_EXERCISE DIRECTIONS_
Locate the word "dead" in the data below, then copy every line that holds it.

_EXTRACTED ENTRIES_
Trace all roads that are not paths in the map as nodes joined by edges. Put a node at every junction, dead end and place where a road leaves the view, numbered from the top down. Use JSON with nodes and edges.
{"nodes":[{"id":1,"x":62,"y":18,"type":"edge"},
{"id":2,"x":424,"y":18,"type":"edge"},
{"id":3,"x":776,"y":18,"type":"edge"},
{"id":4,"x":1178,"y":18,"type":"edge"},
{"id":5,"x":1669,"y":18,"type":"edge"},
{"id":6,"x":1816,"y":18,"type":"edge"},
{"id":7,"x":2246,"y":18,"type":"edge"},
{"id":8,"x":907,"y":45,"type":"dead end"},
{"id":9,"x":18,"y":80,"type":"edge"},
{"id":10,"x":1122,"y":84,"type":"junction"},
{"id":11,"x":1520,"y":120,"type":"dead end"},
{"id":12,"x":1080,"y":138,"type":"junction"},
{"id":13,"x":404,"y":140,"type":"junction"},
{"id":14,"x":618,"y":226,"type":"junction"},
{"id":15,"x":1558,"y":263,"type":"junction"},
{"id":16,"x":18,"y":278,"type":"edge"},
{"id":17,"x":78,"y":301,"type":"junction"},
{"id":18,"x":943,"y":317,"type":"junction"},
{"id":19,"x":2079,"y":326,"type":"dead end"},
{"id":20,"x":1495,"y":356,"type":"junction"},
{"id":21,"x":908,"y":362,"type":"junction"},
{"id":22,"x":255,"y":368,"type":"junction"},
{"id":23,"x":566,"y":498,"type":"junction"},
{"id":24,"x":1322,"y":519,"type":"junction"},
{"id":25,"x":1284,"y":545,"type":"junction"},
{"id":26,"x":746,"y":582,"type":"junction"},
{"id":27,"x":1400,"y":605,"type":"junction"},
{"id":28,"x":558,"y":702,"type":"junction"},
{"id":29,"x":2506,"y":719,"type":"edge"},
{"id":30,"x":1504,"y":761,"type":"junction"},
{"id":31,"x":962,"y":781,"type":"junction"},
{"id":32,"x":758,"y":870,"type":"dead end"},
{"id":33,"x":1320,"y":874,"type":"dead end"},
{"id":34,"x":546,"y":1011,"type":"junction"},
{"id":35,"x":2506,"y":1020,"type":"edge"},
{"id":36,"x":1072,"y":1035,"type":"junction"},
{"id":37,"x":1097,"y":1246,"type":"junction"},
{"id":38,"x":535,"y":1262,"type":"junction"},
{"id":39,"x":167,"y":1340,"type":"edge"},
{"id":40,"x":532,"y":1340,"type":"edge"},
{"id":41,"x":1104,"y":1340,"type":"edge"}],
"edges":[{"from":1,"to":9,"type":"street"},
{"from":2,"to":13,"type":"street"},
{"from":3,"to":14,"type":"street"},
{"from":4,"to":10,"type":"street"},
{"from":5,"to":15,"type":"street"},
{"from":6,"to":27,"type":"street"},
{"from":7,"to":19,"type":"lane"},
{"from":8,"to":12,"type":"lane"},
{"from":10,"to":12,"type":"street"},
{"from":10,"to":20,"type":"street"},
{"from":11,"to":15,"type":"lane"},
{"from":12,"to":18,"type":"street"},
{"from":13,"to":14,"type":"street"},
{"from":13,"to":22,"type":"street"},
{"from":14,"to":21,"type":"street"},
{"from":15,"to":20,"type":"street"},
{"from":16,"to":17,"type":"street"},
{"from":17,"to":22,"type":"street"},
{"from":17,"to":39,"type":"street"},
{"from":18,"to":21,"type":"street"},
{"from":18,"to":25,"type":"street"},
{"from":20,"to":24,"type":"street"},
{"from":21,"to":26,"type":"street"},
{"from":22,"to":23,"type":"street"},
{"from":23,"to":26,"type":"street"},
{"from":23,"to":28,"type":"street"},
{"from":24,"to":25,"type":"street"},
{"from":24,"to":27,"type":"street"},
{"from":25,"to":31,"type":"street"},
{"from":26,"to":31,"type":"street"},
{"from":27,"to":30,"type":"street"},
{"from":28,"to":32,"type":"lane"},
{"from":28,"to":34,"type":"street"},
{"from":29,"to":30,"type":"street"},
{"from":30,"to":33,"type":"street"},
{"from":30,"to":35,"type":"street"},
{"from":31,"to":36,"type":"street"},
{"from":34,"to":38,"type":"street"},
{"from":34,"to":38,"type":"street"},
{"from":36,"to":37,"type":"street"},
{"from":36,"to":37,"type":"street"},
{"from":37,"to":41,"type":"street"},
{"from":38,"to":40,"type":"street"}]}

_TASK OUTPUT_
Trace all roads that are not paths in the map as nodes joined by edges. Put a node at every junction, dead end and place where a road leaves the view, numbered from the top down. Use JSON with nodes and edges.
{"id":8,"x":907,"y":45,"type":"dead end"},
{"id":11,"x":1520,"y":120,"type":"dead end"},
{"id":19,"x":2079,"y":326,"type":"dead end"},
{"id":32,"x":758,"y":870,"type":"dead end"},
{"id":33,"x":1320,"y":874,"type":"dead end"},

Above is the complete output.